Where are we heading?
Morgan Collett
morgan.collett at gmail.com
Fri Nov 14 07:52:52 GMT 2008
On Fri, Nov 14, 2008 at 00:01, <simon at mungewell.org> wrote:
> As (probably) the newest team member I am trying to get up to speed with
> what/when/how Sugar overlaps with Ubuntu.
>
> As I understand it.....
>
> At present we have 0.82 Sugar, but 0.83 (to be 0.84) is well underway and
> is significantly different in some areas.
Yes.
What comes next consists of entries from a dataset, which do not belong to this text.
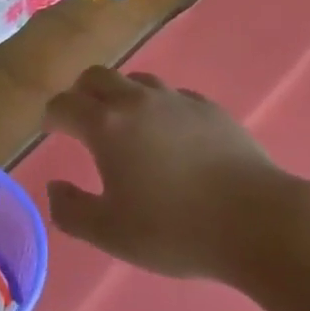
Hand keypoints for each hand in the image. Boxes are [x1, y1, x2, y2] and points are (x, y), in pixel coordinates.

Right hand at [43, 66, 293, 279]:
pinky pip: (173, 96)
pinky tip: (172, 134)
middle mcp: (135, 100)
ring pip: (137, 80)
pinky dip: (160, 107)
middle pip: (97, 76)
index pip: (64, 104)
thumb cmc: (175, 229)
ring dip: (122, 95)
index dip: (53, 115)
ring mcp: (175, 99)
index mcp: (106, 124)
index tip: (52, 129)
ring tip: (127, 124)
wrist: (257, 221)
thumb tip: (54, 187)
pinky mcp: (209, 108)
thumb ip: (71, 211)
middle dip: (82, 92)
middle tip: (83, 118)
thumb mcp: (112, 233)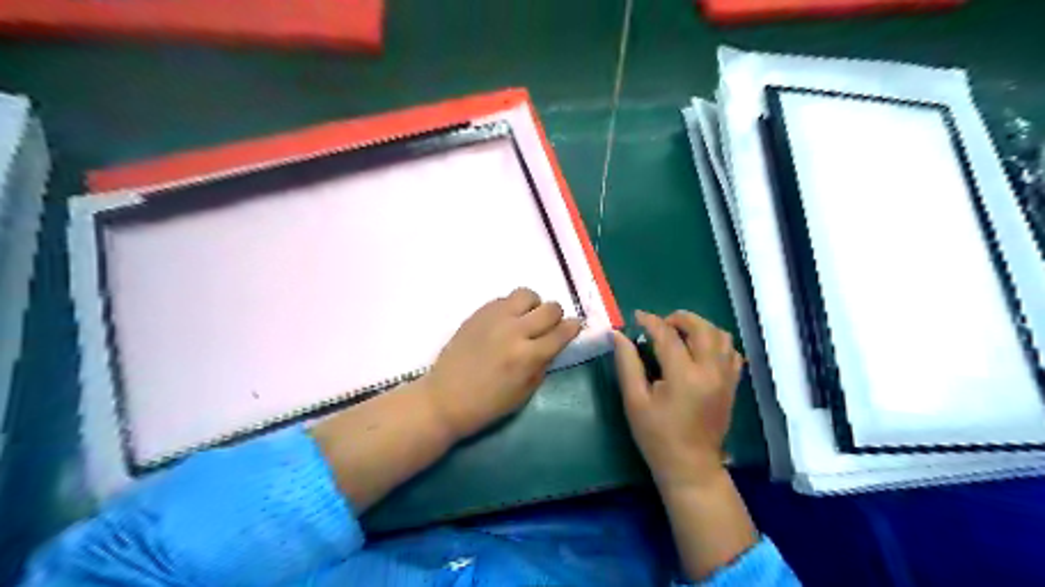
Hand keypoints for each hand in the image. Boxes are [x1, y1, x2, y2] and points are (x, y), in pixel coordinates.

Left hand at [415, 287, 579, 442]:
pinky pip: (504, 298)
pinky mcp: (478, 312)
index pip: (563, 331)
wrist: (444, 398)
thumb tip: (555, 343)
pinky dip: (511, 308)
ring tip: (525, 320)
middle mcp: (514, 331)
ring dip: (533, 306)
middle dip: (556, 317)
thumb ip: (543, 364)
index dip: (573, 328)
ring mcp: (495, 318)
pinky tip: (504, 323)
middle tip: (548, 328)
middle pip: (550, 308)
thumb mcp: (525, 392)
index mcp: (528, 356)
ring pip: (527, 294)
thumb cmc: (488, 404)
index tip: (574, 328)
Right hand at [615, 310, 743, 488]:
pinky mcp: (732, 385)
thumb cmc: (657, 436)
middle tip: (661, 323)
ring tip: (680, 333)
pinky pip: (731, 352)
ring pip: (721, 336)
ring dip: (700, 327)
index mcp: (684, 376)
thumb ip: (627, 364)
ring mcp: (726, 377)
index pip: (668, 336)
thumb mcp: (635, 401)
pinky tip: (699, 350)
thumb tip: (619, 335)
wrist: (691, 467)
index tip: (637, 316)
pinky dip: (716, 342)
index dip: (650, 322)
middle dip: (680, 318)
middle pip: (702, 328)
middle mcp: (711, 371)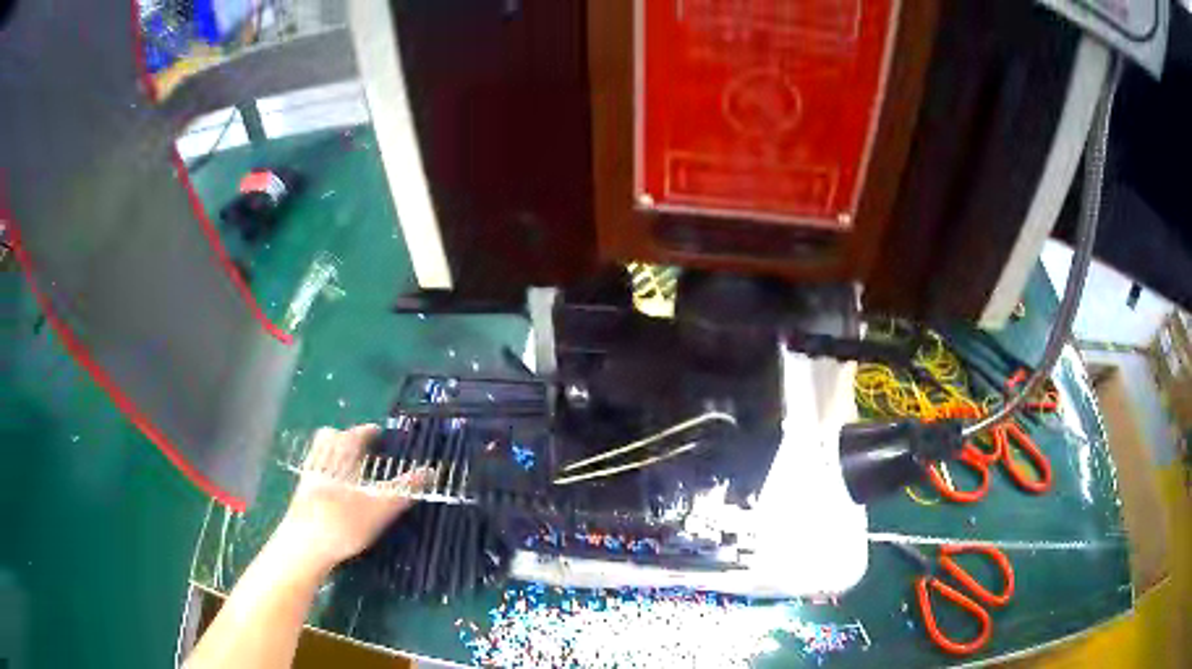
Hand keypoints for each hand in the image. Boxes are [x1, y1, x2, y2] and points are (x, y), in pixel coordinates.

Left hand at [274, 424, 427, 573]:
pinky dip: (326, 471)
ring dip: (334, 454)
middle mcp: (322, 459)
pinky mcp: (301, 494)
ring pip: (320, 453)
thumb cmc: (343, 522)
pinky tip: (335, 490)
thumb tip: (431, 471)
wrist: (304, 546)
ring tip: (350, 468)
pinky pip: (315, 470)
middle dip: (345, 437)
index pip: (355, 433)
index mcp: (341, 455)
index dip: (368, 431)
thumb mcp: (380, 507)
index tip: (380, 432)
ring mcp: (308, 476)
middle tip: (362, 449)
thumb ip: (404, 488)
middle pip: (330, 437)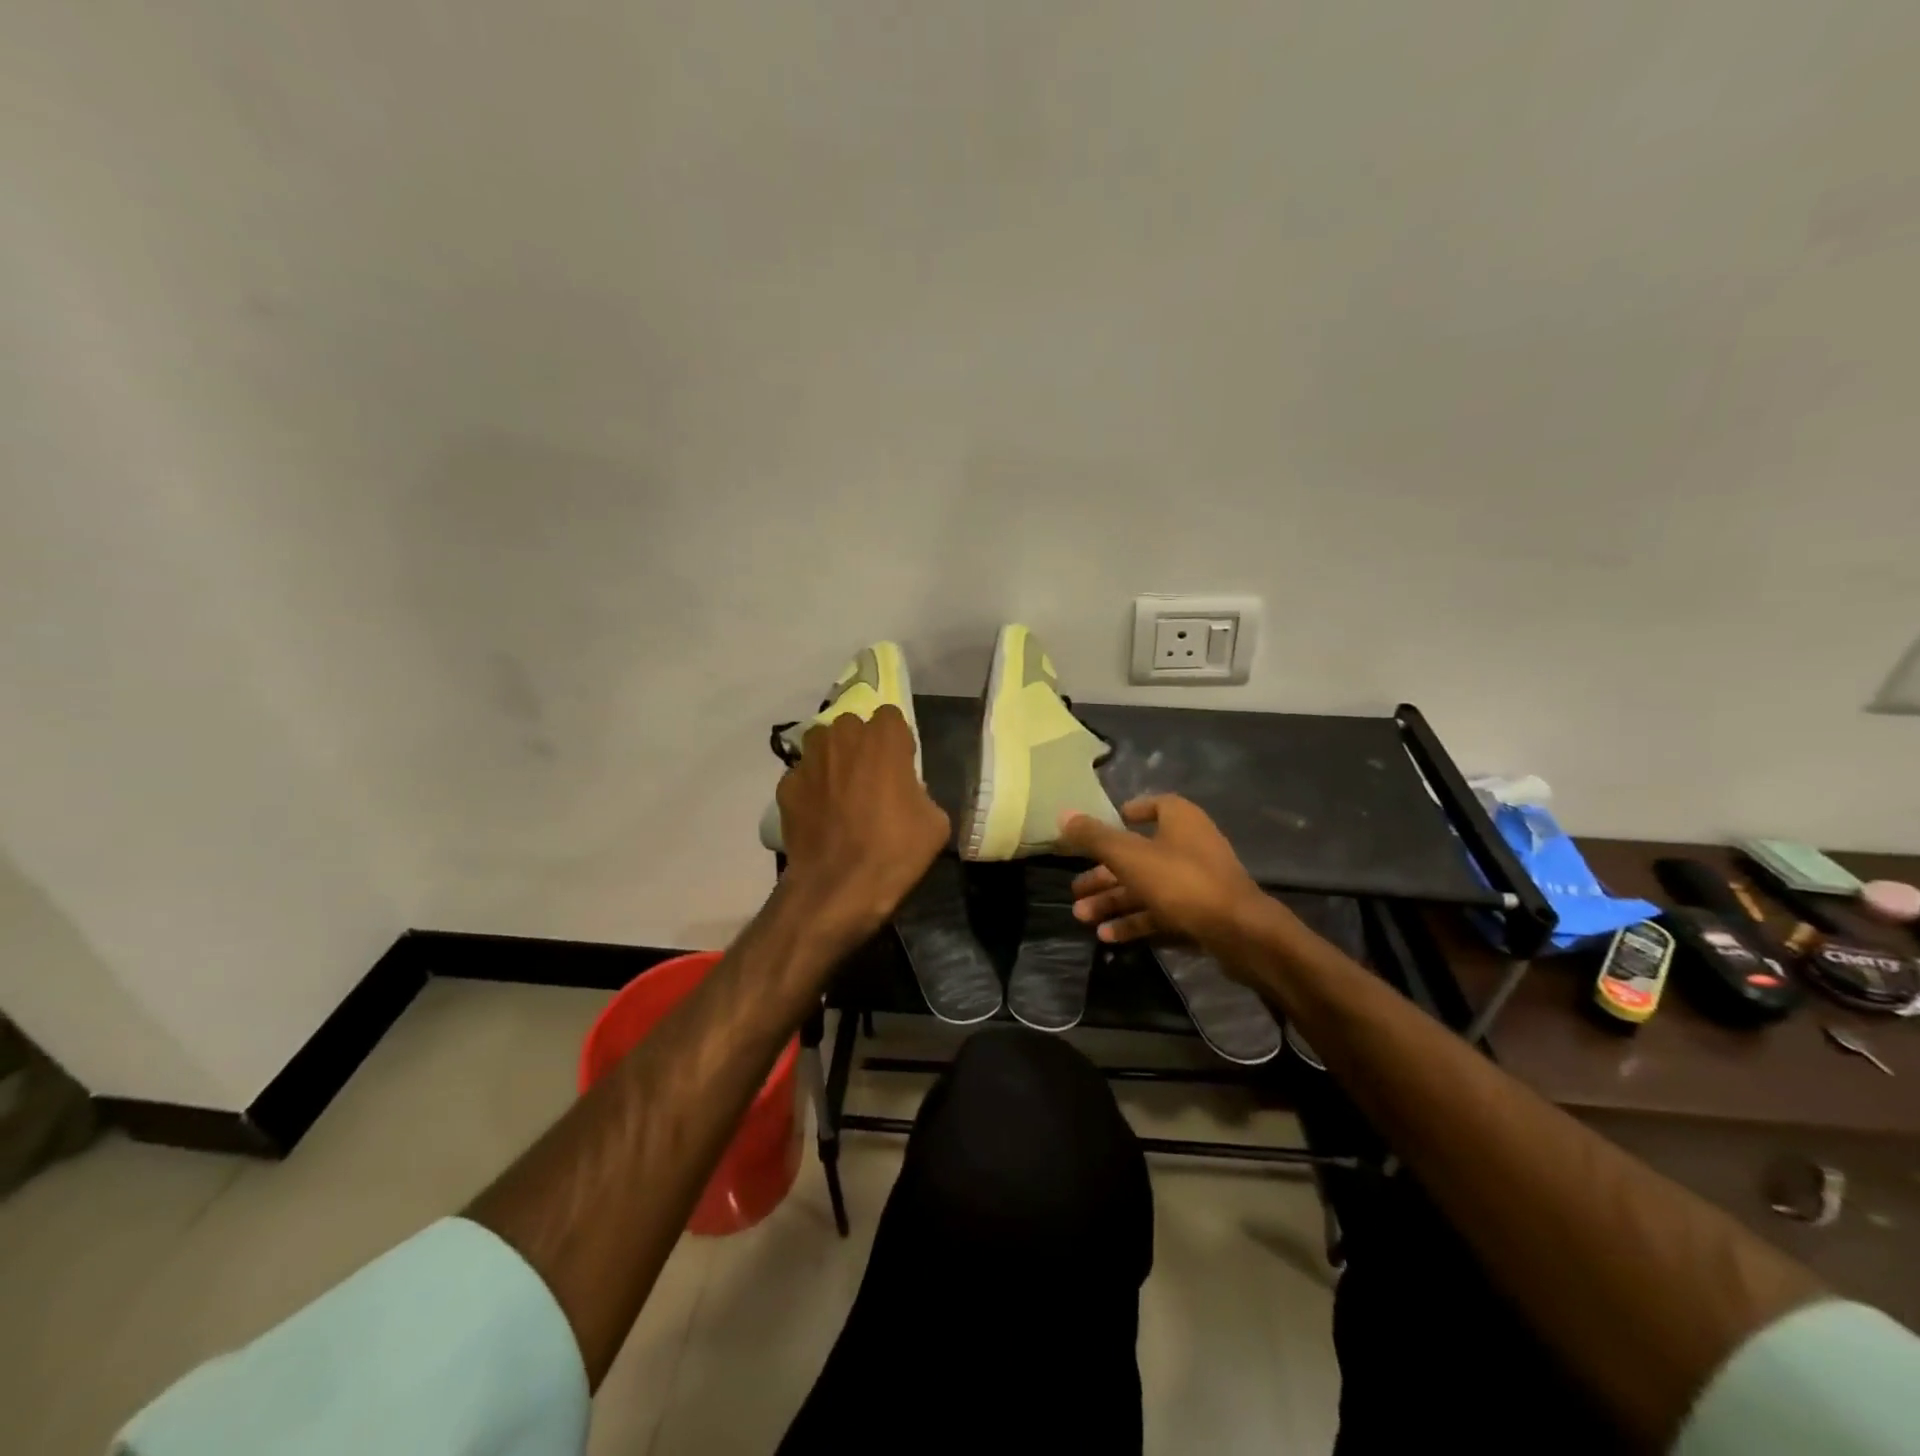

Fortunately Sugar has decided, more or less, on a six month
release cycle (and so has OLPC) and the dates are a bit in advance of
the Ubuntu releases.
So the long term plan is to always have the latest stable release in
the latest Ubuntu release.
> My understanding is that all of the XO/Sugar developers are busy getting
> ready for XO Camp next week (Nov 17) and by the end of the week a lot more
> things will be set in stone for the next release of Sugar.
It was going to be an OLPC-focused event, but OLPC's attention is on
the Give 1 Get 1 program launching on Monday, so instead it's been
changed to a Sugar-focused event: http://sugarlabs.org/go/Sugarcamp
since Sugar people were going to be there anyway. Further planning is
still going to happen at XO Camp which will be early in January -
although after the feature freeze for Sugar so that will mainly be
planning for future Sugar development cycles.
> There is already a road map here:
> http://sugarlabs.org/go/DevelopmentTeam/Release/Roadmap
>
> There is also a Ubuntu 9.04 road map here:
> https://wiki.ubuntu.com/JauntyReleaseSchedule
>
>
> With the Sugar 'feature freeze' (Dec21) just before Ubuntu 'Debian import
> freeze' (Dec25). Is this really that strict?
As I understand it, that's the freeze on imports done without
approval. Imports can still be approved after that date if they have a
motivation. The next significant date is the Jaunty Feature Freeze on
19 Feb, after which updates to packages shouldn't include new
features, only bug fixes (unless you get a Feature Freeze Exception
which we successfully got for Intrepid as we still didn't have the
debian packages synced...)
In the mean time, we will try and fix the issues we know about in
Intrepid, which AFAIK involves sending our existing patches to debian
(if not upstream), fixing in Jaunty and then proposing a patch for
Intrepid and asking for Stable Release Update approval.